Siłę będę czerpać z 1000-letniej historii swojego narodu. Żyjące w pamięci Polaków chwilę narodowej chwały i wielkości, skazują wysiłki zaborców na klęskę. Pierwszą zwrotkę kończy wezwanie „Tak nam dopomóż Bóg”.
W drugiej zwrotce podmiot liryczny używa dosadnych, jednoznacznych zwrotów. One decydują o sile tego utworu. „Nie będzie Niemiec pluł nam w twarz,/ni dzieci nam germanił” – czytamy w tekście. Wprowadzenie kolokwialnego powiedzenia, obraźliwego zachowania i słowo „nie” w opozycji do nich, dają tekstowi nieprawdopodobną moc perswazyjną. Potęguje ją dodatkowo zestawienie zbiorowości (wspomniane wcześniej „my”, „nam”) z „Niemcem”, zestawienie liczby mnogiej z pojedynczą. Następnie przed oczyma czytelnika pojawia się uzbrojony hufiec. Użycie wyrazu „hufiec” przywołuje historyczne chwile triumfu, jak bitwa pod Grunwaldem, czy odsiecz wiedeńska. My Polacy jesteśmy gotowi do walki - mówi podmiot liryczny - poprowadzi nas nasza tradycja, historia, „Duch” narodu. Na potwierdzenie padają słowa przysięgi „Tak nam dopomóż Bóg”.

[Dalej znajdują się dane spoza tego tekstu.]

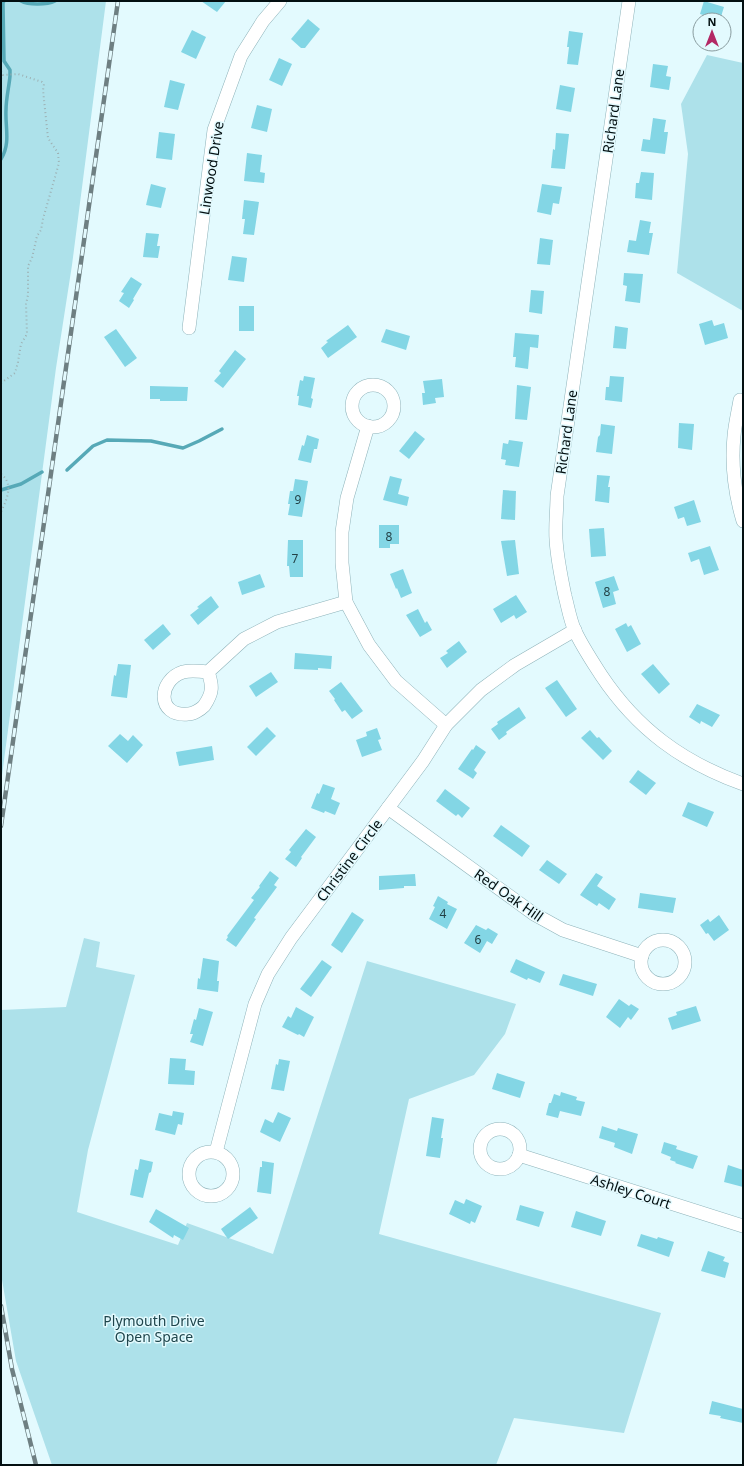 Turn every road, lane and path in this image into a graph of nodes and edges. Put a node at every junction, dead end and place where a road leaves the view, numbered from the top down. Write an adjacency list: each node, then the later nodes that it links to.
1 (280, 1): 6 (street, Linwood Drive)
2 (629, 1): 14 (street, Richard Lane)
3 (1, 71): 4 (path)
4 (3, 75): 5 (path); 7 (path)
5 (1, 79)
6 (189, 328)
7 (1, 383)
8 (740, 400): 12 (street)
9 (368, 426): 13 (street)
10 (1, 474): 11 (path)
11 (1, 512)
12 (743, 521)
13 (346, 602): 15 (street); 16 (street)
14 (575, 630): 16 (street, Christine Circle); 17 (street, Richard Lane)
15 (208, 672)
16 (446, 725): 18 (street, Christine Circle)
17 (743, 784)
18 (388, 808): 19 (street, Red Oak Hill); 20 (street, Christine Circle)
19 (642, 956)
20 (216, 1152)
21 (519, 1155): 22 (street, Ashley Court)
22 (743, 1226)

Trzecia zwrotka wyraża stanowczość Polaków, którzy gotowi są walczyć o polskość, o swoją tożsamość narodową do ostatniej kropli krwi. To imperatyw kategoryczny (niepodlegający dyskusji), który stawia zaborcę na przegranej pozycji. Jego działania to tylko „zawierucha”, moment, chwila na przestrzeni wieków. Niemcy napotkają na opór w każdym polskim domu. „Tak nam dopomóż Bóg” – powtarza po raz trzeci osoba wypowiadająca się w wierszu w imieniu narodu.

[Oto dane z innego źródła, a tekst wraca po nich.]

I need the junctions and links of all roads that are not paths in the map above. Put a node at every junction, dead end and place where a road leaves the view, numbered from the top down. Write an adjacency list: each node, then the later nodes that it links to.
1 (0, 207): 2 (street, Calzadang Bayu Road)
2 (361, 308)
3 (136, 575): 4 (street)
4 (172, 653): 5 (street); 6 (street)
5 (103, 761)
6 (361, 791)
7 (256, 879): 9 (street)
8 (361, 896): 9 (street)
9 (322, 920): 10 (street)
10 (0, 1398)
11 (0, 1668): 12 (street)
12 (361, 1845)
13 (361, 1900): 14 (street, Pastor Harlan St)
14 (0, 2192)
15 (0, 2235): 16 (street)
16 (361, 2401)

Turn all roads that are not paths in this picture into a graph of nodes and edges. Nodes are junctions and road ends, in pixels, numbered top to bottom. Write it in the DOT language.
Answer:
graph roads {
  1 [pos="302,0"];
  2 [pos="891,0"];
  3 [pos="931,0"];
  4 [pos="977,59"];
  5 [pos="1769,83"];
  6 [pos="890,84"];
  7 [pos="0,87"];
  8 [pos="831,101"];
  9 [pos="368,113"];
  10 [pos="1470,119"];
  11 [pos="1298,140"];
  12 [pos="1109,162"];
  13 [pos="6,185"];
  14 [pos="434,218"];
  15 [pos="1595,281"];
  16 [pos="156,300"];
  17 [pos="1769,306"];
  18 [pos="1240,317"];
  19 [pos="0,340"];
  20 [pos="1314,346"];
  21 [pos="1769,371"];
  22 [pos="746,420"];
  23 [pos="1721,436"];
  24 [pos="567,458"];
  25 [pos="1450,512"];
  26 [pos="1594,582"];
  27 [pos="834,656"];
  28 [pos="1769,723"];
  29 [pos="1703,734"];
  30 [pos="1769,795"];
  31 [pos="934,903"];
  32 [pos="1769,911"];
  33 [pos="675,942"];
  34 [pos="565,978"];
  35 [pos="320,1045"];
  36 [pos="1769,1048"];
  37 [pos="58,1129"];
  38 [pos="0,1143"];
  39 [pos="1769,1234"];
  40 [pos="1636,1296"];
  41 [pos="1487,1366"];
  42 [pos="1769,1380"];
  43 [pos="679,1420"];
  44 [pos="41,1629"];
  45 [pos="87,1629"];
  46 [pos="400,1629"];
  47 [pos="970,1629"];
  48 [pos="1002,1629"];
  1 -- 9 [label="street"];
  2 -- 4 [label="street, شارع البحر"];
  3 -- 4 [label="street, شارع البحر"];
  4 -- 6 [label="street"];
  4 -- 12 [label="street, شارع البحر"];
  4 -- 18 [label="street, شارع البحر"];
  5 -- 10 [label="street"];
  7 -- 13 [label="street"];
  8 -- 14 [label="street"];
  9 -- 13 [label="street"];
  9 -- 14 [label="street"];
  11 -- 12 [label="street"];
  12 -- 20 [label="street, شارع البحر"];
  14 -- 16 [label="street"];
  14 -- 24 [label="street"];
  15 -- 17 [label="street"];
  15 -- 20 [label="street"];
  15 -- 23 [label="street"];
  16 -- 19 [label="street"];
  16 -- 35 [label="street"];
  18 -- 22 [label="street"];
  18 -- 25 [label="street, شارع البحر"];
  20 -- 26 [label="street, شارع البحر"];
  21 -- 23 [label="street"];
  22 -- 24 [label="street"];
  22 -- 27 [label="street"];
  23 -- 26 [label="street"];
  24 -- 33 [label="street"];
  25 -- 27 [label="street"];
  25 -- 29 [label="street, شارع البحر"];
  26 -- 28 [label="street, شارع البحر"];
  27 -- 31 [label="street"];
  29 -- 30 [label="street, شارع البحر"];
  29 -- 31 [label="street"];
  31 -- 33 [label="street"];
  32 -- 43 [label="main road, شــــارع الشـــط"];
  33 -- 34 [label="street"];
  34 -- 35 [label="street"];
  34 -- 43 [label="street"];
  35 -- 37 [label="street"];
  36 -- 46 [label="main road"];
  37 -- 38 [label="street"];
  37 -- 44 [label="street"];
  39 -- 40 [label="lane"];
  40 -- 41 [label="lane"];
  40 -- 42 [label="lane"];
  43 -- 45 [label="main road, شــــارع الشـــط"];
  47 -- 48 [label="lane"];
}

Strofa czwarta jest niestety słabsza od poprzednich. Podmiot liryczny innymi słowy powtarza treści, które już zostały powiedziane: że Polacy są dumni ze swojej historii
i wierzą, że wywalczą wolność dla ojczyzny. Tę zwrotkę także kończą słowa przysięgi.
Utwór Konopnickiej jest bardzo rytmiczny, łatwy do zapamiętania. Cztery zwrotki zbudowane są z wersów 7- i 8-zgłoskowych. Rymy są dokładne, półtorazgłoskowe. Powtarzana fraza „Tak mi dopomóż Bóg” dodatkowo wzmaga tę rytmiczność.

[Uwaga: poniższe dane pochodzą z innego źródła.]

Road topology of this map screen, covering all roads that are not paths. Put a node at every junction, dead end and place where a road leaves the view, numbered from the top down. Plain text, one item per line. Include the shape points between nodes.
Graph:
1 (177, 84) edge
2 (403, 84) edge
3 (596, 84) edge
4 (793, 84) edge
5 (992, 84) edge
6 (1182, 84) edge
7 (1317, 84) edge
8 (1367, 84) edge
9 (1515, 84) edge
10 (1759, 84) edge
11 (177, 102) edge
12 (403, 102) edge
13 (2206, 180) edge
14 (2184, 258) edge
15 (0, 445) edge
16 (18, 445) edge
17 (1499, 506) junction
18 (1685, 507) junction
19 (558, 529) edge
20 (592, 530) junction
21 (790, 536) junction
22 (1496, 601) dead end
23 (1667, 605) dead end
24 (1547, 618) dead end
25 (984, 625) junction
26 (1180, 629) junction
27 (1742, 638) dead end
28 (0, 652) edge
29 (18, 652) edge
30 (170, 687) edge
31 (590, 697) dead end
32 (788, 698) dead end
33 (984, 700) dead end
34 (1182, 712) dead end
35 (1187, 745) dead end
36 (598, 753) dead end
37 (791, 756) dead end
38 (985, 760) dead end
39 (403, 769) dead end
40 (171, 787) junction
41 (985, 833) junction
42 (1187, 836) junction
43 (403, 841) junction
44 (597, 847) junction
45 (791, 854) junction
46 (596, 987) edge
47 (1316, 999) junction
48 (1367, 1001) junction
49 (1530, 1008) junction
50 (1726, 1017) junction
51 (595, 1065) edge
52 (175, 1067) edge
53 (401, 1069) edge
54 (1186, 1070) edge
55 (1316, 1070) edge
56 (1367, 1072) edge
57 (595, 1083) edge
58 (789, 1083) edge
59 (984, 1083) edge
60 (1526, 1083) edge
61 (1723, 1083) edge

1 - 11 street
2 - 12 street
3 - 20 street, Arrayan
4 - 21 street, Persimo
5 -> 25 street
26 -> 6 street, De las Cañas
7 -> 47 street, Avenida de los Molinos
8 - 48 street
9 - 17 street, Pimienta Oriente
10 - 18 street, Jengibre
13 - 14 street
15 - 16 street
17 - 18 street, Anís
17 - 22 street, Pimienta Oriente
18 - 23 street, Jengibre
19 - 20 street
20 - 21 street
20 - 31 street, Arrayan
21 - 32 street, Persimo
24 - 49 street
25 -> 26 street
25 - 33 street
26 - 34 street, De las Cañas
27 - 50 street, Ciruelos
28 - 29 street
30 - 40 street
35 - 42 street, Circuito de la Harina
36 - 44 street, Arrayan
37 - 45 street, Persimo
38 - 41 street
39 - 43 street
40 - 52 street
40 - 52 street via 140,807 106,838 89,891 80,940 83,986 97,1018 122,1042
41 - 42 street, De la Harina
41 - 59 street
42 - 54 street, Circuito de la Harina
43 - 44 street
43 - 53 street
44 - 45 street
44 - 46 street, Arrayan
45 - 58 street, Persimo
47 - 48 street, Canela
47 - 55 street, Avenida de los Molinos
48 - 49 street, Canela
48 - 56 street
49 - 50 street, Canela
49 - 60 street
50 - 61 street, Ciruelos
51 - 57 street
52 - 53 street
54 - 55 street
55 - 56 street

Dzieło Konopnickiej błyskawicznie zdobywa ogromną popularność. Wyraża myśli i pragnienia tysięcy Polaków żyjących pod zaborami. Rota pokazuje sposób walki, oporu, w którym każdy może uczestniczyć, w który każdy może się zaangażować: pielęgnowanie polskich tradycji i przekazywanie kolejnym pokoleniom prawdy o wydarzeniach historycznych.
Muzykę do „Roty” napisał Feliks Nowowiejski. Utwór po raz pierwszy został wykonany w roku 1910 z okazji 500 rocznicy bitwy pod Grunwaldem. 8 lat później Polska odzyskała niepodległość.
Sprawdź, czy zapamiętałeś. Odpowiedz na pytanie.
Jakie wydarzenia skłoniły Konopnicką do napisania „Roty”?
Odpowiedź; Maria Konopnicka napisała Rotę pod wpływem wydarzeń we Wrześni. Uczniowie zastrajkowali, by wyrazić sprzeciw wobec polityki germanizacyjnej prowadzonej przez zaborcę.